Notes for Nonparametric Statistics
MSc in Statistics for Data Science at Carlos III University of Madrid
The course is designed to have, roughly, one lesson per each main topic in the syllabus. The schedule is tight due to time constraints, which will inevitably make the treatment of certain methods a little superficial compared with what it would be the optimal. Nevertheless, the course will hopefully give you a respectable panoramic view of different available methods for nonparametric statistics. A broad view of the syllabus and its planning is:
- Introduction (first lesson)
- Kernel density estimation I (first/second lesson)
- Kernel density estimation II (second/third lesson)
- Kernel regression estimation I (fourth/fifth lesson)
- Kernel regression estimation II (fifth/sixth lesson)
- Nonparametric tests (seventh lesson)
Some logistics for the development of the course follow:
- The office hours are Tuesdays from 9:30 to 10:30, at the classroom in which the session is to take place.
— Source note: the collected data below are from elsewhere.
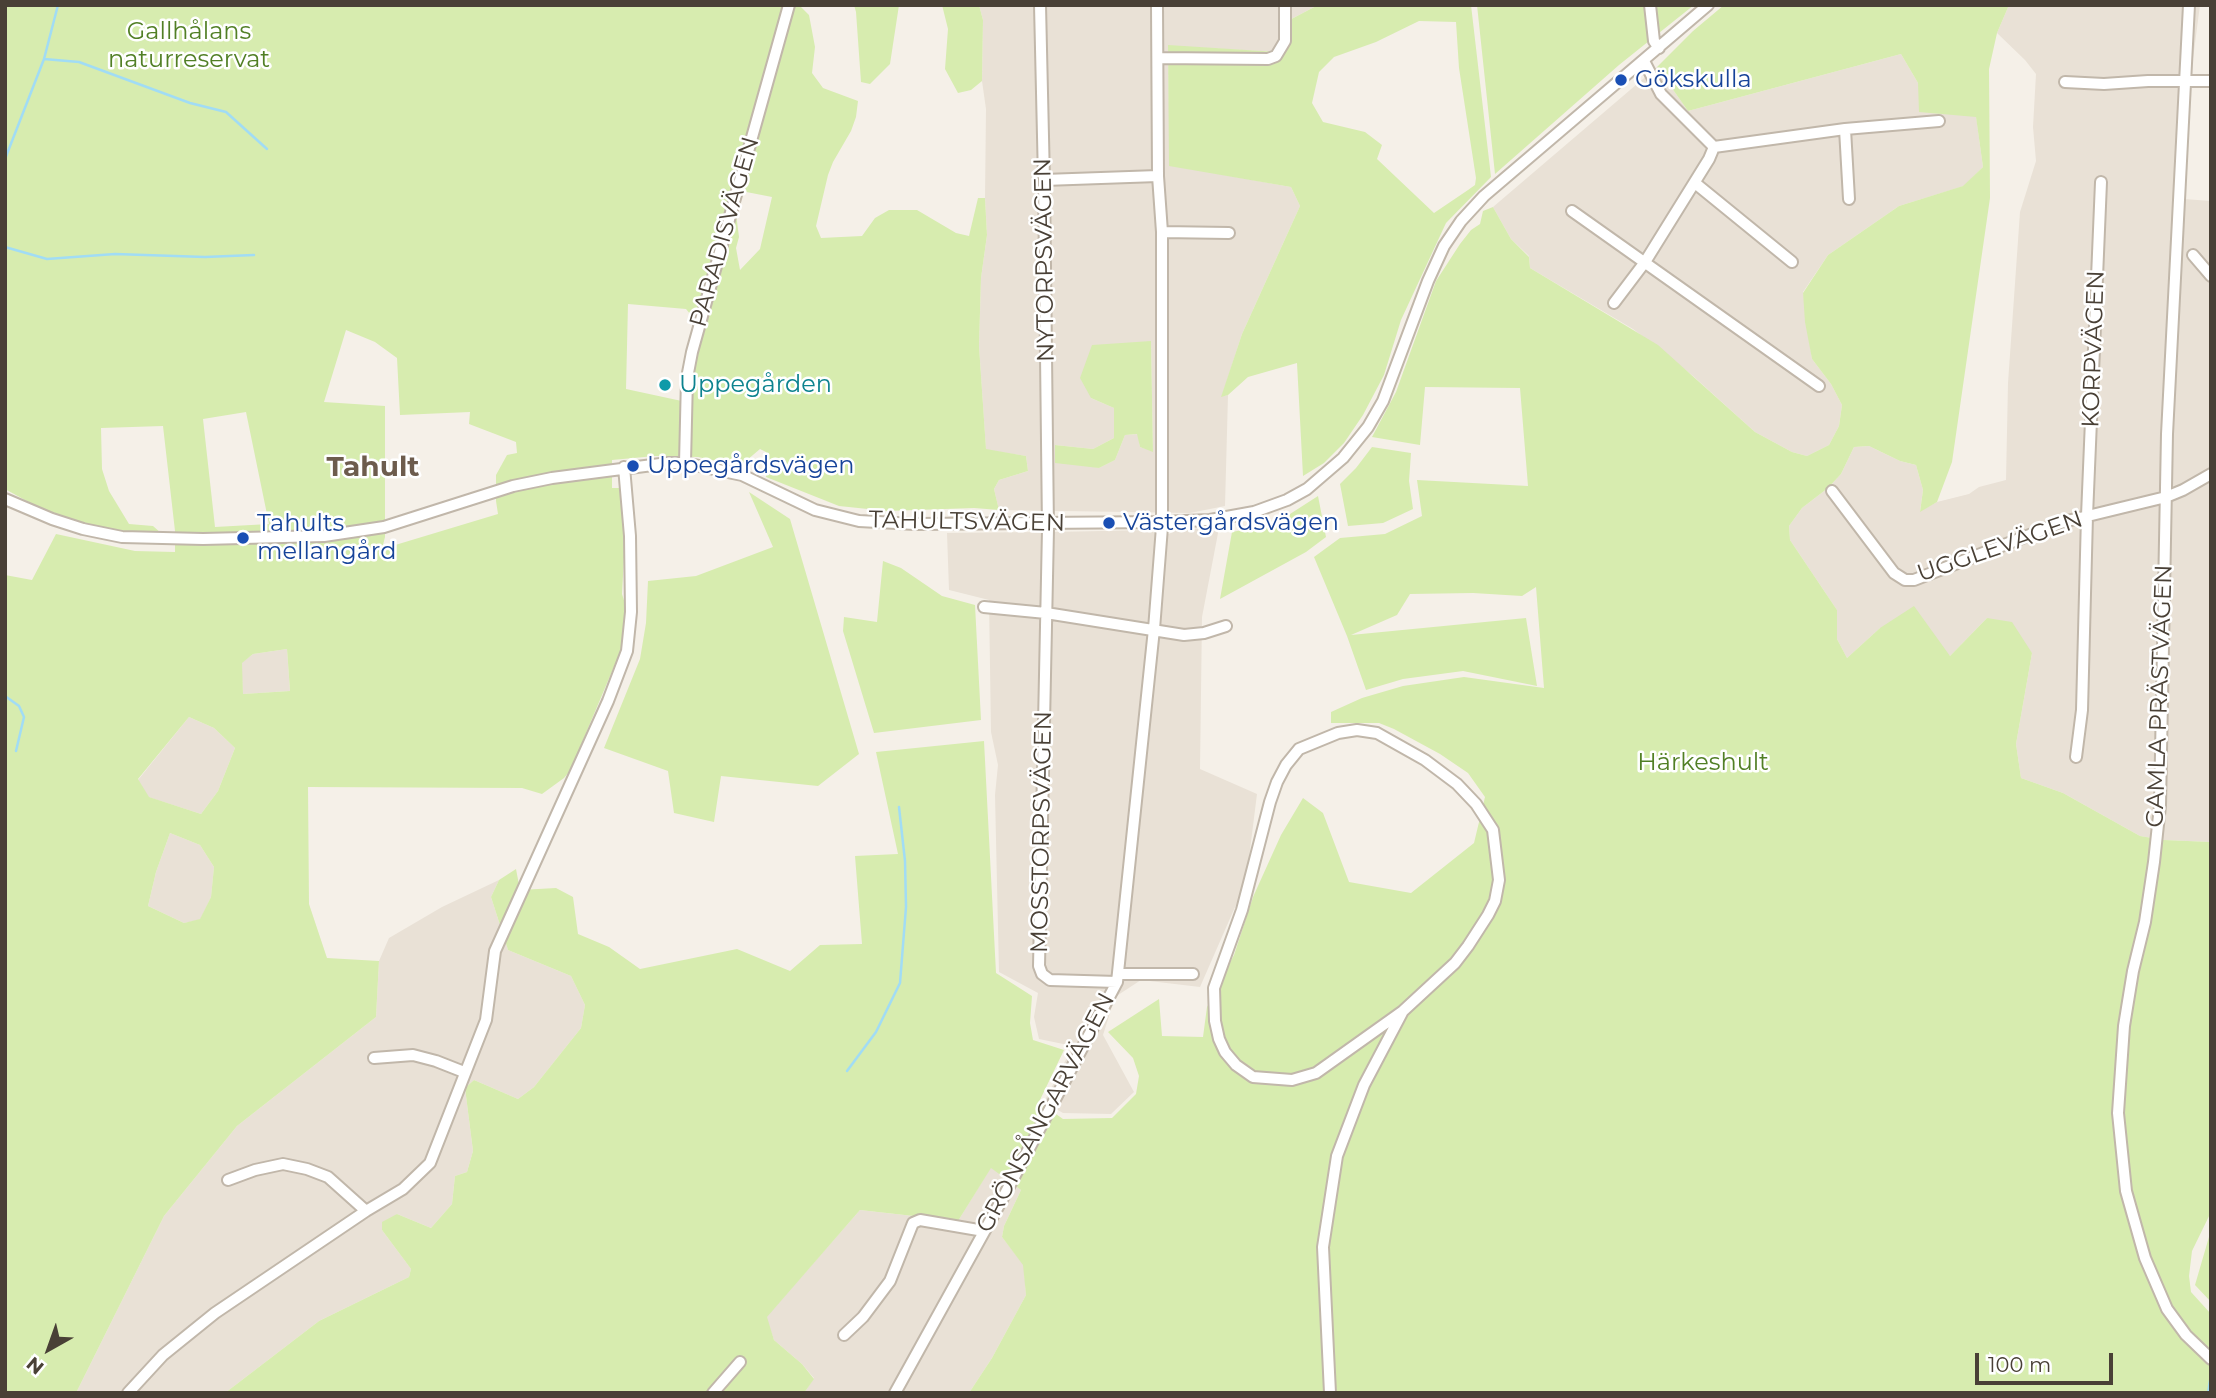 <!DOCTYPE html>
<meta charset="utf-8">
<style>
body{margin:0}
#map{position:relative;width:2216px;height:1398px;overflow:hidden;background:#f5f0e8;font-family:Montserrat,sans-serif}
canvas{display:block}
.frame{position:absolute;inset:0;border:7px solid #494036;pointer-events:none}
.north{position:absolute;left:14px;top:1314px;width:70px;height:70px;-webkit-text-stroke:5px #fff;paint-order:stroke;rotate:220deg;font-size:19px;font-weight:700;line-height:28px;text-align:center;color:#494036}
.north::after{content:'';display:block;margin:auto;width:24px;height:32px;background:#494036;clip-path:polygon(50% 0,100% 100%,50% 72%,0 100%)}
.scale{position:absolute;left:1975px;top:1353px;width:138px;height:32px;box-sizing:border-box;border:4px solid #494036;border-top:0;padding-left:9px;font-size:21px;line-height:24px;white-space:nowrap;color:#494036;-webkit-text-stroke:5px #fff;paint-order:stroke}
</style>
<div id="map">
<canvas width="2216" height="1398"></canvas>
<div class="frame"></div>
<div class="north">N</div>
<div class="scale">100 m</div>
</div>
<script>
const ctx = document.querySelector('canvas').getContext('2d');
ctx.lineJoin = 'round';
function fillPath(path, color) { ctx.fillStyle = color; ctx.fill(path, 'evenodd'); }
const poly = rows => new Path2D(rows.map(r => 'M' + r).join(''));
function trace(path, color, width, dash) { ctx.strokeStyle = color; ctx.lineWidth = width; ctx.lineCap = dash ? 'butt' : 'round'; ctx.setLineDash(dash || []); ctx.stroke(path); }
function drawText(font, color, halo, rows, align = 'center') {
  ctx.font = font + ' Montserrat,sans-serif'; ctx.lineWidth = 5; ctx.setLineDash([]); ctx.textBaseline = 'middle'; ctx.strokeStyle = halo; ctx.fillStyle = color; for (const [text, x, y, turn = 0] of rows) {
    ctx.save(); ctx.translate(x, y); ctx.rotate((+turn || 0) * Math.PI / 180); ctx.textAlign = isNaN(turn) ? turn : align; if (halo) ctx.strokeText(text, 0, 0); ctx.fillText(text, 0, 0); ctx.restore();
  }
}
fillPath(poly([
 [979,5,1318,5,1282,24,1279,52,1168,46,1170,165,1291,187,1300,206,1242,334,1222,396,1228,395,1225,506,1190,513,999,510,994,489,999,480,1028,471,1026,456,986,450,979,346,981,278,987,235,985,198,986,109,982,81,983,20],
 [1151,341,1153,451,1140,447,1138,434,1125,435,1115,460,1099,468,1085,465,1055,445,1093,449,1114,438,1114,408,1091,398],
 [2009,5,2200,5,2190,82,2184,199,2211,201,2211,842,2164,840,2140,836,2063,793,2021,778,2016,744,2032,653,1987,618,1950,656,1880,628,1847,658,1837,639,1837,610,1790,540,1789,526,1802,508,1828,488,1841,474,1854,447,1869,446,1900,461,1916,465,1923,490,1920,511,1937,502,1969,494,1979,487,2006,480,2008,383,2020,212,2036,161,2033,127,2036,74,2025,60,1997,33],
 [1901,54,1918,83,1976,116,1983,167,1964,186,1899,206,1828,255,1803,292,1812,359,1831,384,1842,405,1839,426,1829,445,1807,456,1792,452,1755,432,1693,376,1633,329,1530,268,1529,256,1511,239,1493,207,1657,67,1688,111],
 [1219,528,1202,617,1200,769,1257,794,1246,882,1200,987,1141,980,1115,997,1103,1035,1134,1092,1111,1114,1063,1113,1044,1102,1073,1046,1039,1039,1034,1017,1038,993,999,972,995,795,998,765,991,732,989,600,949,590,947,533,1041,532,1044,536,1052,537,1054,532,1150,530,1156,534,1169,534,1177,529],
 [287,649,290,691,243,694,241,663,253,654],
 [189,717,214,728,235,748,218,791,201,814,148,797,138,780],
 [170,833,200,845,214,867,211,897,200,920,184,923,148,906,156,872],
 [499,880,491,897,508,950,571,976,585,1005,581,1028,534,1087,518,1099,474,1080,465,1088,473,1151,467,1172,455,1176,452,1204,431,1228,397,1214,382,1230,411,1269,409,1277,319,1321,225,1393,76,1393,164,1216,237,1126,376,1017,379,961,389,938,442,907],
 [991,1167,1021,1190,1004,1226,1002,1237,1024,1265,1026,1295,992,1358,969,1393,804,1393,814,1378,802,1364,774,1340,766,1317,860,1210,958,1221]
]), '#e9e1d6');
fillPath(poly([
 [5,5,799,5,809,15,815,47,812,73,823,88,858,101,856,117,851,131,833,162,828,175,816,226,821,238,862,236,875,218,889,210,917,210,956,233,969,236,978,198,985,198,987,235,981,278,979,346,986,449,1026,456,1028,471,999,480,994,489,999,510,974,508,887,511,839,506,766,477,766,452,760,449,740,466,698,457,655,456,612,460,612,488,622,488,625,539,622,594,627,610,621,650,570,771,564,778,542,794,522,788,308,787,309,904,327,958,379,961,376,1017,237,1126,164,1216,76,1393,5,1393,5,575,32,580,56,534,135,551,175,552,175,531,163,426,101,428,102,469,109,491,129,524,153,526,161,533,130,533,77,523,52,515,5,489],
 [731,189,772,197,760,249,740,270,736,248,739,237,734,198,728,203],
 [628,304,686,309,699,325,691,403,626,389],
 [346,330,375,342,397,358,400,415,470,412,469,424,516,442,517,453,507,455,496,475,496,501,498,514,382,549,385,537,385,406,324,402],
 [246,412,269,524,215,527,203,419],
 [287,649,290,691,243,694,242,663,253,654],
 [189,717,214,728,235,748,218,791,201,814,149,797,138,779],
 [170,833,200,845,214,867,211,897,200,919,184,923,148,906,156,872],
 [854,5,899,5,890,64,870,84,861,82,856,12],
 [942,5,979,5,983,20,982,81,971,90,958,93,945,69,948,29],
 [1318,5,1471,5,1491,177,1446,223,1401,320,1384,375,1363,415,1344,443,1324,463,1303,476,1297,363,1248,377,1228,395,1221,397,1242,334,1300,206,1291,187,1169,166,1168,45,1278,52,1282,24],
 [1419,21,1456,22,1459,68,1476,178,1475,185,1468,190,1434,213,1377,159,1382,145,1365,132,1323,122,1312,103,1319,72,1334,57,1376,42],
 [1477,5,1694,5,1619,65,1495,174],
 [1724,5,2009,5,1997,33,1989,69,1990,198,1952,462,1937,502,1920,512,1923,490,1916,465,1900,461,1869,446,1854,447,1841,474,1828,488,1802,508,1789,526,1790,540,1837,610,1837,639,1847,658,1880,628,1914,606,1950,656,1987,618,2012,622,2032,653,2016,744,2021,778,2063,793,2140,836,2164,840,2211,842,2211,1212,2192,1251,2189,1276,2191,1292,2211,1314,2211,1393,969,1393,992,1358,1026,1295,1023,1265,1002,1237,1004,1226,1021,1190,991,1168,958,1221,860,1210,767,1317,774,1340,802,1364,814,1379,804,1393,225,1393,319,1321,409,1277,411,1269,382,1230,382,1222,397,1214,431,1228,452,1204,455,1176,467,1172,473,1151,465,1088,474,1080,518,1099,534,1087,581,1028,585,1005,571,976,508,950,491,897,499,880,516,869,520,890,556,888,573,897,578,934,609,947,640,969,737,949,790,971,820,945,862,944,855,856,898,854,876,752,984,741,996,973,1032,996,1030,1023,1033,1040,1064,1050,1039,1102,1063,1119,1112,1118,1136,1094,1139,1076,1133,1058,1108,1032,1159,999,1162,1036,1203,1037,1207,1007,1234,955,1253,897,1281,835,1303,798,1323,813,1349,882,1411,893,1474,843,1485,797,1468,773,1440,754,1394,729,1379,723,1331,723,1331,712,1362,698,1403,686,1464,677,1544,688,1536,587,1522,596,1473,593,1410,594,1397,615,1351,635,1526,618,1537,686,1463,671,1403,679,1366,690,1347,636,1314,557,1340,538,1385,534,1422,516,1417,480,1528,486,1520,388,1425,387,1420,445,1372,437,1396,392,1436,281,1460,244,1471,230,1480,224,1483,211,1493,207,1511,239,1529,257,1530,268,1658,345,1755,432,1792,452,1807,456,1829,445,1839,426,1842,405,1831,384,1812,359,1805,322,1803,293,1828,255,1899,206,1963,186,1983,167,1976,117,1919,112,1918,83,1901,54,1688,111,1657,67,1693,31],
 [1151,341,1153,452,1140,447,1137,434,1125,435,1115,460,1099,468,1055,463,1055,445,1093,449,1114,438,1114,408,1091,398,1080,378,1092,345],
 [1372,447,1411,453,1409,481,1413,509,1383,523,1348,526,1340,484,1356,468],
 [749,492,790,519,859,754,818,786,721,776,714,822,674,813,668,771,604,748,640,659,646,623,648,581,696,576,773,547],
 [1318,496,1326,537,1306,552,1220,599,1232,532,1253,528,1290,514],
 [883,561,901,568,942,596,975,605,981,720,874,733,843,631,844,617,877,622],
 [2211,1230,2211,1302,2195,1285]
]), '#d7ecaf');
trace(poly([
 [44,59,79,62,190,103,226,112,267,149],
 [5,159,44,59,58,5],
 [5,247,47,259,115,254,205,257,254,255],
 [5,696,19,706,24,717,16,751],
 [847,1071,876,1032,900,983,906,907,905,861,899,807],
 [2208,1393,2211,1375]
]), '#a1dcf5', 2.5);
const minor = poly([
 [1040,5,1044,180,1048,529,1039,966,1042,974,1050,980,1117,982],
 [1650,5,1654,41,1659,48],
 [2189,5,2167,434,2160,806,2154,862,2145,922,2133,971,2124,1026,2118,1113,2126,1191,2145,1258,2167,1309,2186,1335,2211,1359],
 [1158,58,1268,59,1276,56,1285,41,1285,5],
 [1644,61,1661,94,1714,147,1845,129,1939,121],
 [2065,82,2104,84,2148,81,2211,81],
 [1845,129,1849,199],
 [1044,180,1158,176],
 [1695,183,1792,262],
 [1572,211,1819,386],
 [1162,232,1229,233],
 [2193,255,2211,276],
 [1614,303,1645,262,1709,159,1714,147],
 [685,463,687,378,692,352,789,5],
 [1832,491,1894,573,1905,580,1914,580,2063,522,2166,497,2183,490,2211,474],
 [5,499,52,519,83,529,122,537,203,539,324,536,384,527,513,486,552,478,668,463,685,463,742,475,815,510,859,521,915,524,1161,522,1210,520,1254,512,1287,500,1307,489,1343,458,1368,427,1383,401,1428,281,1444,246,1461,221,1484,196,1708,5],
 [984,607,1046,613,1184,635,1204,633,1226,626],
 [2076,757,2082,710,2087,516,2101,182],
 [1118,974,1193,974],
 [374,1058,413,1055,436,1061,464,1072],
 [228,1180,255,1170,283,1164,307,1169,328,1177,366,1211],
 [844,1335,863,1317,890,1281,913,1223,920,1220,984,1231],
 [128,1393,163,1355,215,1313,366,1211,403,1189,430,1163,486,1020,495,951,608,701,627,651,631,612,630,536,624,467],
 [713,1393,740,1362],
 [895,1393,1005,1194,1117,982,1154,629,1162,527,1162,232,1158,176,1157,5],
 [1330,1393,1323,1247,1337,1156,1364,1085,1403,1011,1455,963,1468,946,1488,915,1495,901,1499,880,1493,830,1476,804,1457,784,1425,760,1377,733,1357,730,1338,733,1299,749,1286,765,1277,782,1270,802,1242,910,1214,988,1215,1021,1219,1039,1225,1052,1236,1065,1253,1077,1292,1080,1316,1073,1403,1011]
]);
trace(minor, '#c1b7aa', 14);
trace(minor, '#fff', 10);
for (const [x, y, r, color] of [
 [1621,80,7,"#1a4fb4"],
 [665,385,7,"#0f9aa8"],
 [633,466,7,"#1a4fb4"],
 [1109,523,7,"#1a4fb4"],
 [243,538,7,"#1a4fb4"]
]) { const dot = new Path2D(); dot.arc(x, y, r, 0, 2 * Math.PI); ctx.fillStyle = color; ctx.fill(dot); trace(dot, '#fff', 2.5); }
drawText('24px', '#517f25', '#fff', [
 ["Gallhålans",189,32],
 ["naturreservat",189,60],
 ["Härkeshult",1703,763]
]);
drawText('24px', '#164399', '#fff', [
 ["Gökskulla",1635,80],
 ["Uppegårdsvägen",647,466],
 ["Västergårdsvägen",1123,523],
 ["Tahults",257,524],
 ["mellangård",257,552]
], 'left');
drawText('24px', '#494036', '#fff', [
 ["PARADISVÄGEN",725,232,-74],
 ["NYTORPSVÄGEN",1045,260,-91],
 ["KORPVÄGEN",2094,349,-88],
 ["TAHULTSVÄGEN",967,522,1],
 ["UGGLEVÄGEN",2000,547,-19],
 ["GAMLA PRÄSTVÄGEN",2160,696,-88],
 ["MOSSTORPSVÄGEN",1042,832,-89],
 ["GRÖNSÅNGARVÄGEN",1046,1113,-62]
]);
drawText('24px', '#0d838f', '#fff', [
 ["Uppegården",679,385]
], 'left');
drawText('bold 28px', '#6d5c4d', '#fff', [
 ["Tahult",373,468]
]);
</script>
Please send me an email with a reasonable anticipation indicating that you intend to attend to the office hours, as otherwise I may not be around.
- Questions and comments during lectures are mostly welcome. So just go ahead and fire! Particularly if these are clarifications, comments or alternative perspectives that may help the rest of the class.
- Detailed course evaluation guidelines can be found here.
Main references and credits
Several great reference books have been used for preparing these notes. The following list presents the books that have been consulted1:
- D’Agostino and Stephens (1986) (Section 6.1).
- Chacón and Duong (2018) (Sections 3.1, 3.2, 3.3, and 3.4)
- Fan and Gijbels (1996) (Sections 4.1, 4.2, and 4.3)
- DasGupta (2008) (Sections 1.1, 1.3, 1.4, and 6.1).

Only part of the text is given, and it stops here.